The Second Macabre Megapack

Home > Other > The Second Macabre Megapack > Page 25
The Second Macabre Megapack Page 25

by Various Writers


  This relation of Cecilia quickly solved the enigma in Hortensia’s last letter. I also learnt from her that Charles, who was severely but not mortally wounded, had immediately on his recovery, entered into the service of the order of Malta, and soon after died.

  I left Gaeta in a pensive, yet happy mood. Hortensia’s misfortune and the loss of her father, excited my compassion, but at the same time gave birth to a bolder hope than I had at any time ventured to conceive. I flattered myself that I might be able to change her determination for a cloister life, and with her heart, perhaps win her hand. I was dizzy with the thought of being able to share the fruits of my labors with Hortensia. This was my only dream the whole way to Leghorn, which I entered one beautiful morning, eight days before the allotted time.

  I did not delay a moment in seeking out the Swiss commercial house, to which I was directed.
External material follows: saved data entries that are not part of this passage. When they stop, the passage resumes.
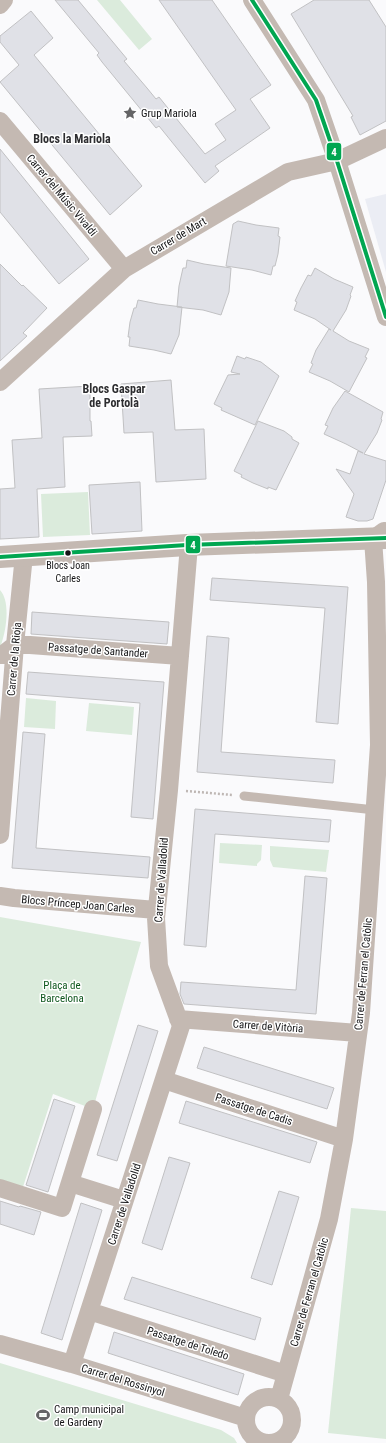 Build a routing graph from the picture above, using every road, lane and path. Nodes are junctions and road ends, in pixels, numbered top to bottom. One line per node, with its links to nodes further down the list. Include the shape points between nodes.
1 (4, 0): 3 (street)
2 (252, 0): 6 (street, via 316,100)
3 (0, 5)
4 (0, 121): 7 (street, Carrer del Músic Vivaldi)
5 (386, 138): 6 (street, Carrer de Mart)
6 (337, 162): 7 (street, Carrer de Mart, via 288,172); 8 (street)
7 (124, 269): 9 (street, Carrer de Mart)
8 (386, 317)
9 (0, 382)
10 (382, 536): 11 (street); 19 (street, Carrer de Ferran el Catòlic, via 376,582 379,745)
11 (189, 545): 12 (street); 16 (street, Carrer de Valladolid)
12 (24, 555): 13 (street); 14 (street, Carrer de la Rioja)
13 (0, 557)
14 (15, 645): 15 (street); 16 (street, Passatge de Santander); 20 (street, Carrer de la Rioja)
15 (0, 655)
16 (180, 656): 17 (street, Carrer de Valladolid)
17 (169, 790): 18 (path); 22 (street, Carrer de Valladolid)
18 (244, 796): 19 (lane)
19 (375, 810): 24 (street, Carrer de Ferran el Catòlic)
20 (0, 835)
21 (0, 896): 22 (street, Blocs Príncep Joan Carles)
22 (156, 910): 23 (street, Carrer de Valladolid, via 159,966)
23 (178, 1019): 24 (street, Carrer de Vitòria); 25 (street, Carrer de Valladolid, via 181,1026)
24 (358, 1033): 27 (street, Carrer de Ferran el Catòlic)
25 (164, 1080): 27 (street, Passatge de Cadis); 30 (street, Carrer de Valladolid)
26 (93, 1109): 28 (street)
27 (344, 1139): 34 (street, Carrer de Ferran el Catòlic, via 329,1219)
28 (70, 1183): 29 (street, via 62,1208); 30 (street)
29 (0, 1188)
30 (124, 1200): 31 (street, Carrer de Valladolid)
31 (89, 1311): 33 (street, Carrer de Valladolid); 34 (street, Passatge de Toledo)
32 (0, 1344): 33 (street, Carrer del Rossinyol)
33 (72, 1364): 36 (street, Carrer del Rossinyol)
34 (286, 1374): 35 (street, Carrer de Ferran el Catòlic)
35 (279, 1399): 36 (street, via 265,1397 258,1400 252,1404); 37 (street, via 292,1416 290,1430 280,1440)
36 (246, 1418): 37 (street, via 249,1431 259,1441)
37 (266, 1443) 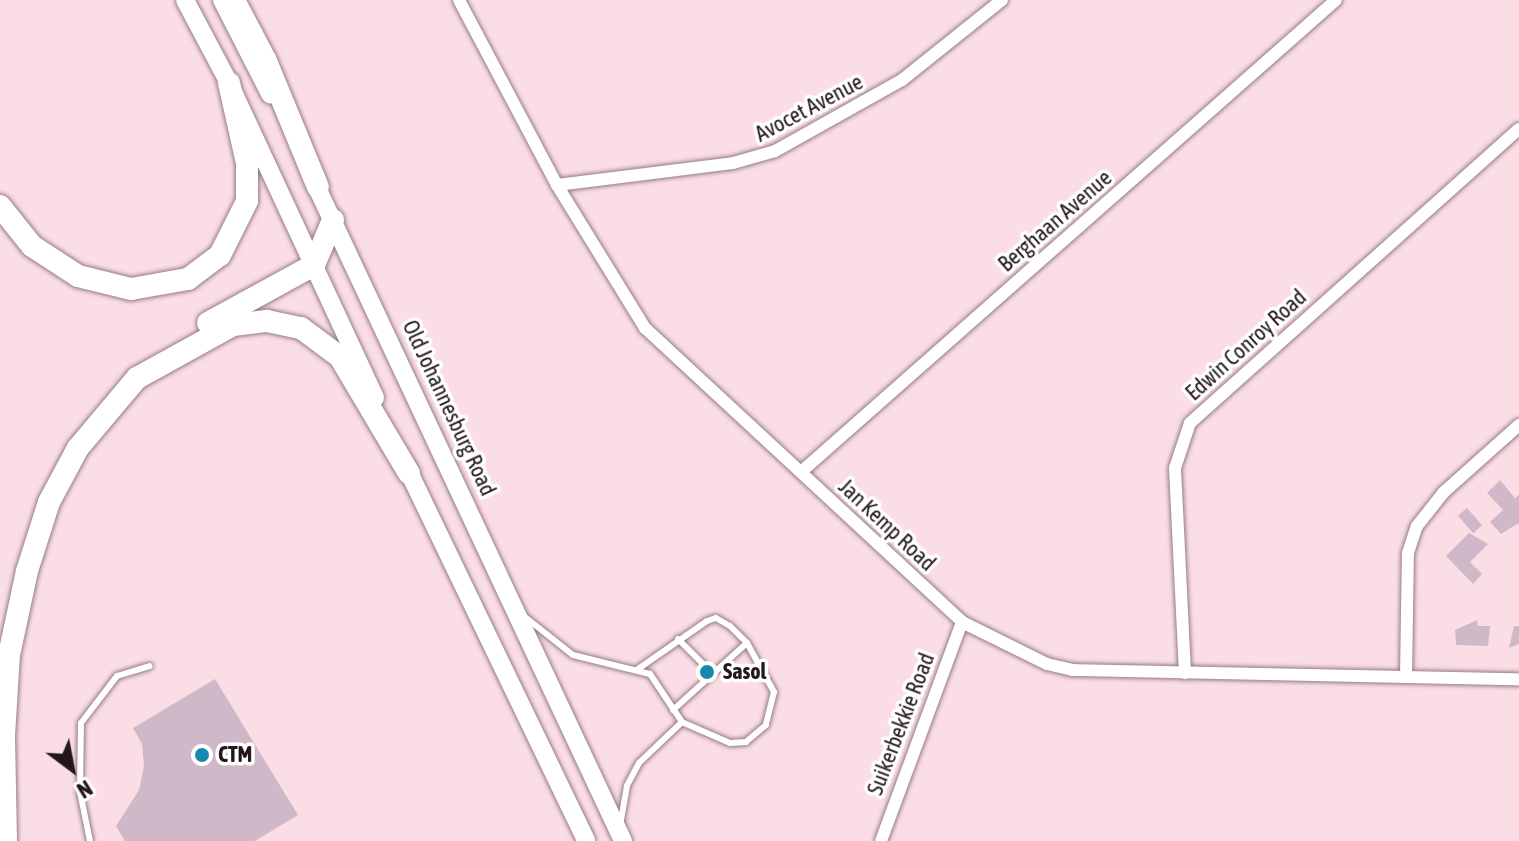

I ran there in my travelling dress, and asked the address of the widow Schwarz, in order that I might learn whether the Countess had yet arrived in Leghorn. A menial servant conducted me to the widow, who lived in an obscure street, and in a very simple, private house. How great was my vexation to learn, that Mrs. Schwarz was gone out, and that I must call in two hours. Every moment of delay was so much taken from my life. I returned again at the appointed hour. An old servant woman opened the door, led me up stairs and announced me to her lady. I was invited to enter a very simply furnished but neat room. Opposite the room door, on a couch, sat a young lady, who did not appear to notice my entrance, or to return my salutation, but covering her face with both hands, endeavoured to conceal her sobs and tears.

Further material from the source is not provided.